Still further, surface structures, such as pit ribs, column ribs, pits, and the like, are added to the cooling channels of the first structure and the second structure. An example of a typical pit surface design temperature field. Although the enhancement can be achieved entirely by this surface design, the low momentum coolant circulating in the pits ("dead coolant") becomes an important factor in local thermal performance. By introducing high amplitude pulsations, the formation of flow recirculation (hot fluid) can be disrupted and flushed from the walls. The physical principle behind this is very similar to the mechanism by which pulsating blood flow in a healthy person excludes vessel wall residue. The traditional pit surface design is combined with scanning cooling, and the whole convection heat transfer can be obviously improved by controlling the pulsation mode of the cooling flow.

The foregoing description of specific embodiments of the present invention has been presented. It is to be understood that the present invention is not limited to the specific embodiments described above, and that various changes or modifications may be made by one skilled in the art within the scope of the appended claims without departing from the spirit of the invention.

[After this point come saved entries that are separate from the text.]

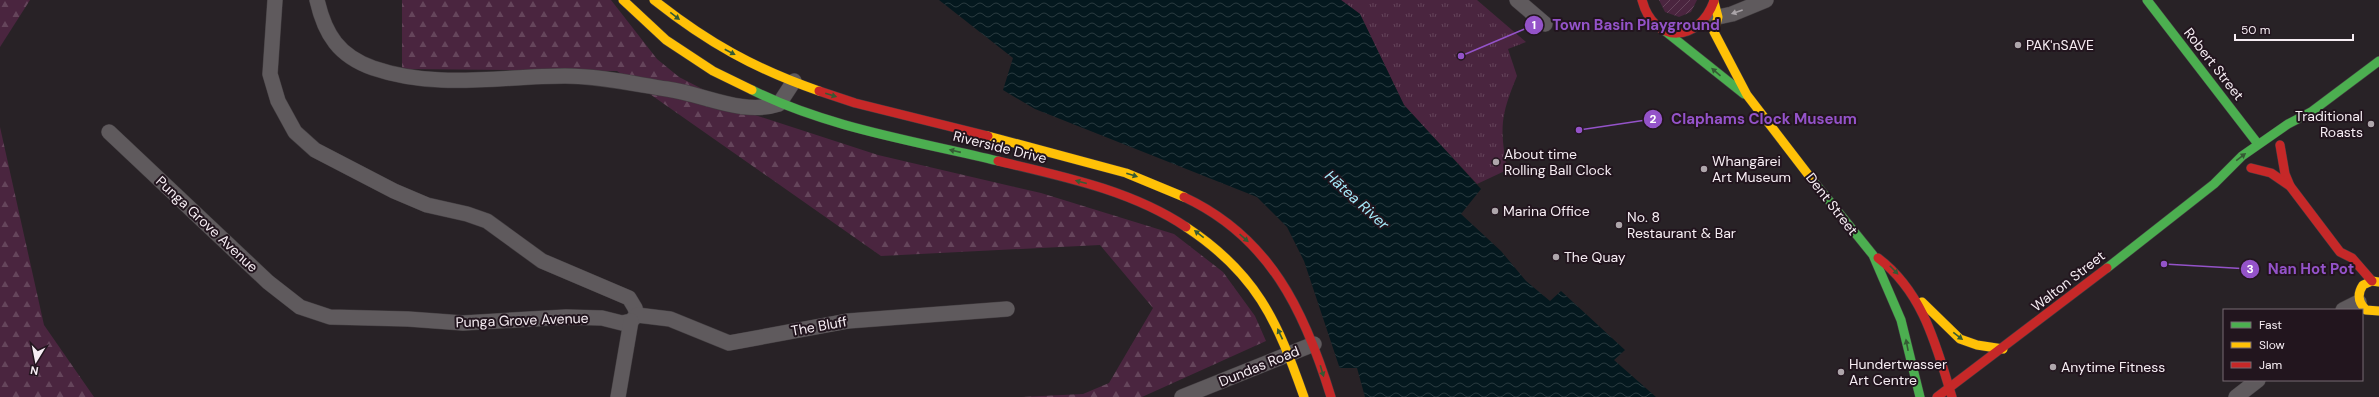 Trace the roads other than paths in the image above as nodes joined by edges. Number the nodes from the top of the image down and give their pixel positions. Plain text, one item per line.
1 (275, 0) edge
2 (317, 0) edge
3 (623, 0) edge
4 (654, 0) edge
5 (1517, 0) edge
6 (1766, 0) edge
7 (2147, 0) edge
8 (1642, 1) edge
9 (1714, 1) edge
10 (1712, 18) junction
11 (1545, 24) dead end
12 (1665, 31) junction
13 (2379, 61) edge
14 (794, 81) junction
15 (1747, 95) junction
16 (779, 104) junction
17 (2311, 112) junction
18 (2300, 129) dead end
19 (109, 132) dead end
20 (2290, 138) dead end
21 (2258, 144) junction
22 (2280, 145) junction
23 (2251, 168) junction
24 (2214, 184) junction
25 (2290, 186) junction
26 (2340, 252) junction
27 (1873, 255) junction
28 (2344, 266) dead end
29 (2354, 280) dead end
30 (2376, 282) edge
31 (1909, 290) junction
32 (2360, 295) junction
33 (1007, 309) dead end
34 (2344, 309) edge
35 (2378, 313) edge
36 (634, 318) junction
37 (1314, 344) junction
38 (2003, 349) junction
39 (1288, 353) junction
40 (2257, 381) edge
41 (1951, 393) edge
42 (618, 397) edge
43 (1182, 397) edge
44 (1304, 397) edge
45 (1330, 397) edge
46 (1920, 397) edge
47 (1937, 397) edge
48 (2236, 397) edge

1 - 36 street
2 - 16 street
3 - 16 main road, Riverside Drive
4 -> 14 main road, Riverside Drive
5 - 11 street
6 -> 10 street
7 - 21 main road, Robert Street
8 - 12 main road, Dent Street
9 - 10 main road
10 - 12 main road
10 - 15 main road, Dent Street
15 -> 12 main road, Dent Street
13 - 17 main road, Walton Street
14 - 16 street
14 -> 37 main road, Riverside Drive
15 - 27 main road, Dent Street
39 -> 16 main road, Riverside Drive
17 - 18 main road, Walton Street
17 - 21 main road, Walton Street
19 - 36 street, Punga Grove Avenue
20 - 22 main road, Walton Street
24 -> 21 main road, Walton Street
22 - 23 main road, Walton Street
22 - 25 main road
23 - 24 main road, Walton Street
23 - 25 main road
24 - 38 main road, Walton Street
25 - 26 main road
26 - 28 main road
26 - 30 main road
27 -> 31 main road, Dent Street
46 -> 27 main road, Dent Street
29 - 32 main road
30 - 32 main road
31 -> 38 main road
31 - 41 main road, Dent Street
32 - 34 street
32 - 35 main road
33 - 36 street, The Bluff
36 - 42 street
37 - 39 street, Dundas Road
37 -> 45 main road, Riverside Drive
38 - 41 main road, Walton Street
39 - 43 street, Dundas Road
39 - 44 main road, Riverside Drive
40 - 48 street
41 - 47 main road, Walton Street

The embodiments and features of the embodiments of the present application may be combined with each other arbitrarily without conflict.

Claims

1. A dynamic cooling system, comprising:

the liquid-supply device comprises a shell, a liquid-supply pipe and a liquid-discharge pipe, wherein a liquid supply port and a liquid discharge port are respectively arranged at two ends of the shell;

a control assembly disposed within the cooling passage.

2. The dynamic cooling system of claim 1, wherein the control assembly includes a temperature sensor, an online control pump, and an intelligent controller; wherein

3. The dynamic cooling system of claim 2, wherein the in-line control pump is a micro-pump.

4. The dynamic cooling system of claim 1, wherein the control components include a temperature sensor, a valve, and an intelligent controller; wherein

5. The dynamic cooling system of claim 1, wherein the control assemblies are in a plurality of groups.

6. The dynamic cooling system of claim 1, wherein a surface structure is provided on a sidewall of the cooling island.

7. The dynamic cooling system of claim 6, wherein the surface structure is a dimpled rib, a stud rib, or a dimple.